━━ Supplied material

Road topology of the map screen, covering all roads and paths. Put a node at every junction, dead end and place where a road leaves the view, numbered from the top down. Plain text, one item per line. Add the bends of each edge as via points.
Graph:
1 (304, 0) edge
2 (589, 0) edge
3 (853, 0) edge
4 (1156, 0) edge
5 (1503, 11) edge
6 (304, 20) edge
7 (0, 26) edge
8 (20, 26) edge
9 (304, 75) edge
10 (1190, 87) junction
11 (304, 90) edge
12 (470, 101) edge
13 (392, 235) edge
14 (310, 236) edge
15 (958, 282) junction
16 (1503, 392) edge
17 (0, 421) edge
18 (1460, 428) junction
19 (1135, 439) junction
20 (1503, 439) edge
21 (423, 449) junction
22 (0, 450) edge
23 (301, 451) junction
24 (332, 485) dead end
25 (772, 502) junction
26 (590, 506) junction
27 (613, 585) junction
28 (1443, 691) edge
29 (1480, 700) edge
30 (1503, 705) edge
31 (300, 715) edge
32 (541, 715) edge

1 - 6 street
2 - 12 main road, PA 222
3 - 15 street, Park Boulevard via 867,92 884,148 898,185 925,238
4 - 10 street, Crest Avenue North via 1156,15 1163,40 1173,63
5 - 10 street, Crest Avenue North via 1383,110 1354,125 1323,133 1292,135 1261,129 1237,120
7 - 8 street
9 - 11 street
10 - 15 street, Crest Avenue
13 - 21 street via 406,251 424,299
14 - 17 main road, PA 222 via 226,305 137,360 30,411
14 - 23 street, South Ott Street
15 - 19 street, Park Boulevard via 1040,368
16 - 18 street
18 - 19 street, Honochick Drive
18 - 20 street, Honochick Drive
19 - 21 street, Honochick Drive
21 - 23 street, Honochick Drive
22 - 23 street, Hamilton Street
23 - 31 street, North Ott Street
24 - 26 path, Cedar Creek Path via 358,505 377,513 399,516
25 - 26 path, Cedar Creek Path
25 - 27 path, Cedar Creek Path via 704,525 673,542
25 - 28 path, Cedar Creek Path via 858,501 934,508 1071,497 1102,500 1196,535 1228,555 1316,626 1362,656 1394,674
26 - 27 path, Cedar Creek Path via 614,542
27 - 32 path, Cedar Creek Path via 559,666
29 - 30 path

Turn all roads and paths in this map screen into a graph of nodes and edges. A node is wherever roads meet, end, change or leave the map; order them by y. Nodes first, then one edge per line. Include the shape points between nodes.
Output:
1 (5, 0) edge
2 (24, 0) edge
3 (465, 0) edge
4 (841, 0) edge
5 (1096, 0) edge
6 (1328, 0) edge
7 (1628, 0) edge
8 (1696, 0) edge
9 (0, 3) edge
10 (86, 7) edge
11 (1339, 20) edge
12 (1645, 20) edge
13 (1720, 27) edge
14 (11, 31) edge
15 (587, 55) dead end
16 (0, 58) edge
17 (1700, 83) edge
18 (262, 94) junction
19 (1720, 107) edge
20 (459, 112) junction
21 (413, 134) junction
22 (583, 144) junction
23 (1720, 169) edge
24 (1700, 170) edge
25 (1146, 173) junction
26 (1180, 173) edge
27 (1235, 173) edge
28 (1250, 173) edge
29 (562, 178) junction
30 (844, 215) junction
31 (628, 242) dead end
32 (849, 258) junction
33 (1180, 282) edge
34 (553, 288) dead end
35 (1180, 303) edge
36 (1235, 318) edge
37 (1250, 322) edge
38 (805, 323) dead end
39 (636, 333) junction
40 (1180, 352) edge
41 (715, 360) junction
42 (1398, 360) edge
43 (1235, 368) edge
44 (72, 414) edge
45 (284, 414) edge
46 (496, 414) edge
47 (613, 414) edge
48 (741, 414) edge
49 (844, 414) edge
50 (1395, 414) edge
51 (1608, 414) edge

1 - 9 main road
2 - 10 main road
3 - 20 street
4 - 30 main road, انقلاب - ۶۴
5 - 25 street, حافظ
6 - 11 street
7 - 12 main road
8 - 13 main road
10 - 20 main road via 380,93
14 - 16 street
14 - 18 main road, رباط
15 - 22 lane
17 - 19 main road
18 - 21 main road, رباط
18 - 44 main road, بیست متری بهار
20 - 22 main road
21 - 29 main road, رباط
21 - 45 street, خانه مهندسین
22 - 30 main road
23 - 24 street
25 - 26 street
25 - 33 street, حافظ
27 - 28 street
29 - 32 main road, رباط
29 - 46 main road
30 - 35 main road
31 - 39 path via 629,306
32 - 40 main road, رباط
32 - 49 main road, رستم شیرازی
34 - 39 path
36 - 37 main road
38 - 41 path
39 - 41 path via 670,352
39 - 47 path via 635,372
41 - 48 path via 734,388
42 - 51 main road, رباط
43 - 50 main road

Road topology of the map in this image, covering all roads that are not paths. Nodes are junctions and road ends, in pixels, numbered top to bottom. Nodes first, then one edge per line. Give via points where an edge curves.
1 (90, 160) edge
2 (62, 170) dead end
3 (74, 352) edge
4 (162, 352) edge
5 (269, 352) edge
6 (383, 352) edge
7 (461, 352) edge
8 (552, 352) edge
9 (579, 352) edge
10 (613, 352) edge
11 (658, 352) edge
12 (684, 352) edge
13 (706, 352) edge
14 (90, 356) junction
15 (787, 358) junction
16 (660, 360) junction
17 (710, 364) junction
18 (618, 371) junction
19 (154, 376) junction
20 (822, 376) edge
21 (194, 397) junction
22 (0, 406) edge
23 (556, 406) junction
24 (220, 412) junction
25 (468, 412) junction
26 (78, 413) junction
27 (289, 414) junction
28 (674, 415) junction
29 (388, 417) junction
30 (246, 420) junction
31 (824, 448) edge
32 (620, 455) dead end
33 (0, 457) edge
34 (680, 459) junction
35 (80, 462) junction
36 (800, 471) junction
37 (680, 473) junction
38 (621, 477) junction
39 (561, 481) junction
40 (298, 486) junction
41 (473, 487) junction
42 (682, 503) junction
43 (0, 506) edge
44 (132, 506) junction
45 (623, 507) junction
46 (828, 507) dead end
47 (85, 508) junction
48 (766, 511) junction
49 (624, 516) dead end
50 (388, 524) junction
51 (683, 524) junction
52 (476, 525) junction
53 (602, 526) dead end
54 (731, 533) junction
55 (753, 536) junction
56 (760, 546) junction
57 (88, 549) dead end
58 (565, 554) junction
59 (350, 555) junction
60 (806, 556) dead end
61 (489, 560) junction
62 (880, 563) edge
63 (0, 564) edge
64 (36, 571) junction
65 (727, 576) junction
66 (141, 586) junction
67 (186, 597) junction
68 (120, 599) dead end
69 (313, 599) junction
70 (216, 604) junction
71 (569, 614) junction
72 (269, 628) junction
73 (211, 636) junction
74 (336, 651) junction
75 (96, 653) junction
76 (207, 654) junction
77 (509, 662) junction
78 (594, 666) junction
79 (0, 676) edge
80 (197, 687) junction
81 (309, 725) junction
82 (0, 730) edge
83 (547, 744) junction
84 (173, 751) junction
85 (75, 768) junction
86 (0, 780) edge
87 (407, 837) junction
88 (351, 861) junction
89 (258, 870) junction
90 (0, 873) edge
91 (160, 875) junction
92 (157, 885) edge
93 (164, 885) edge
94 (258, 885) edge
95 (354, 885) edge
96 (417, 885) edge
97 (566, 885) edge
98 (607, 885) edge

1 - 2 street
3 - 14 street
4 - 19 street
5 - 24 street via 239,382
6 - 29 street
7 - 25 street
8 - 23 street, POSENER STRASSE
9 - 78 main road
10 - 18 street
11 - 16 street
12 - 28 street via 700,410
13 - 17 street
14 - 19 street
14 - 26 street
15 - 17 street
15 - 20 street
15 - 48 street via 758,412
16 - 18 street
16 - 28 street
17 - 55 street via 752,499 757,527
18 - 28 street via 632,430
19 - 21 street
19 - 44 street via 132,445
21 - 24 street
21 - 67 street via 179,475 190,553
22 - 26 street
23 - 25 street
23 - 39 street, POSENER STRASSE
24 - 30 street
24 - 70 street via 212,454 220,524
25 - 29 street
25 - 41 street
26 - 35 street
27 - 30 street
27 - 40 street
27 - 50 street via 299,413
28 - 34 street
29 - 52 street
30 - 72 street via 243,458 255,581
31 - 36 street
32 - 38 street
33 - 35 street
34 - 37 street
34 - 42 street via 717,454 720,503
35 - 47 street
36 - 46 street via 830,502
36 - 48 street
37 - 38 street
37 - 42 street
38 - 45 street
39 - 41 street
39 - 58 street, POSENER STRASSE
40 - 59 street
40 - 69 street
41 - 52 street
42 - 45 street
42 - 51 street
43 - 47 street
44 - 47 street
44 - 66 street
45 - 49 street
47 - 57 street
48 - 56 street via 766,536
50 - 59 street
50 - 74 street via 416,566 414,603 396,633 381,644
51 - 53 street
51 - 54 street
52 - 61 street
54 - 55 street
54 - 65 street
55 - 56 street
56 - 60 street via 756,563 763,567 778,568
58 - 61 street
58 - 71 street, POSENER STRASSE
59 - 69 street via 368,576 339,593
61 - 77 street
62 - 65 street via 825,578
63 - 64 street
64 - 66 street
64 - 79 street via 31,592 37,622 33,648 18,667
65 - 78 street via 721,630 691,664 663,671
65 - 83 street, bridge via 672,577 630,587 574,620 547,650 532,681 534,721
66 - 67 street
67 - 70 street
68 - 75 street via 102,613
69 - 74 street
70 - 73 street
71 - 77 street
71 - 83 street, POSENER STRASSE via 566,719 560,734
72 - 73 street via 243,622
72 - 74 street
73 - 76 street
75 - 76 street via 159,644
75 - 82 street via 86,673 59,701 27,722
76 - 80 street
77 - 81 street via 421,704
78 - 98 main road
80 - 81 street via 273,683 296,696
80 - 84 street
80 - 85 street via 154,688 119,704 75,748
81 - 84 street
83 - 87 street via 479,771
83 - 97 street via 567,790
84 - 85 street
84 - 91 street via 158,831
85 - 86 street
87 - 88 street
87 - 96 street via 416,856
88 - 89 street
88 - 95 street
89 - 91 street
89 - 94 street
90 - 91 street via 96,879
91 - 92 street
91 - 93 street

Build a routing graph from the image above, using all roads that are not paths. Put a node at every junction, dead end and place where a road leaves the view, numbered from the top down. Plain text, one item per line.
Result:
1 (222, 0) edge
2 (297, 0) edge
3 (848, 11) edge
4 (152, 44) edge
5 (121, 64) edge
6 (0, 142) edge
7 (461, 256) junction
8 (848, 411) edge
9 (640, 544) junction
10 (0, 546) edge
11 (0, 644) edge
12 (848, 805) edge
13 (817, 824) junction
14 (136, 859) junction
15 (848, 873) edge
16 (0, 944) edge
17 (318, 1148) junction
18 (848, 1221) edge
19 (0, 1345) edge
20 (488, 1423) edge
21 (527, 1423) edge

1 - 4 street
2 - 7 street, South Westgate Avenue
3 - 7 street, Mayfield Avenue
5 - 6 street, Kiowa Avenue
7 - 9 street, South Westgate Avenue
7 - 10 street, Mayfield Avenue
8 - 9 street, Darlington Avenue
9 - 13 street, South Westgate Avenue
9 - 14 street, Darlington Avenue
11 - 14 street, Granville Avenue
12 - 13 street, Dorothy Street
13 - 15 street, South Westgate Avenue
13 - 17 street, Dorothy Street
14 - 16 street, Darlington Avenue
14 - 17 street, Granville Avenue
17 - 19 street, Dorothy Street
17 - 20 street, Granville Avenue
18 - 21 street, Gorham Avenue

━━━━

### Goal of the exercise
Each line of the entries that contains the word "Plain" should be listed.

### Reply
Road topology of the map screen, covering all roads and paths. Put a node at every junction, dead end and place where a road leaves the view, numbered from the top down. Plain text, one item per line. Add the bends of each edge as via points.
Build a routing graph from the image above, using all roads that are not paths. Put a node at every junction, dead end and place where a road leaves the view, numbered from the top down. Plain text, one item per line.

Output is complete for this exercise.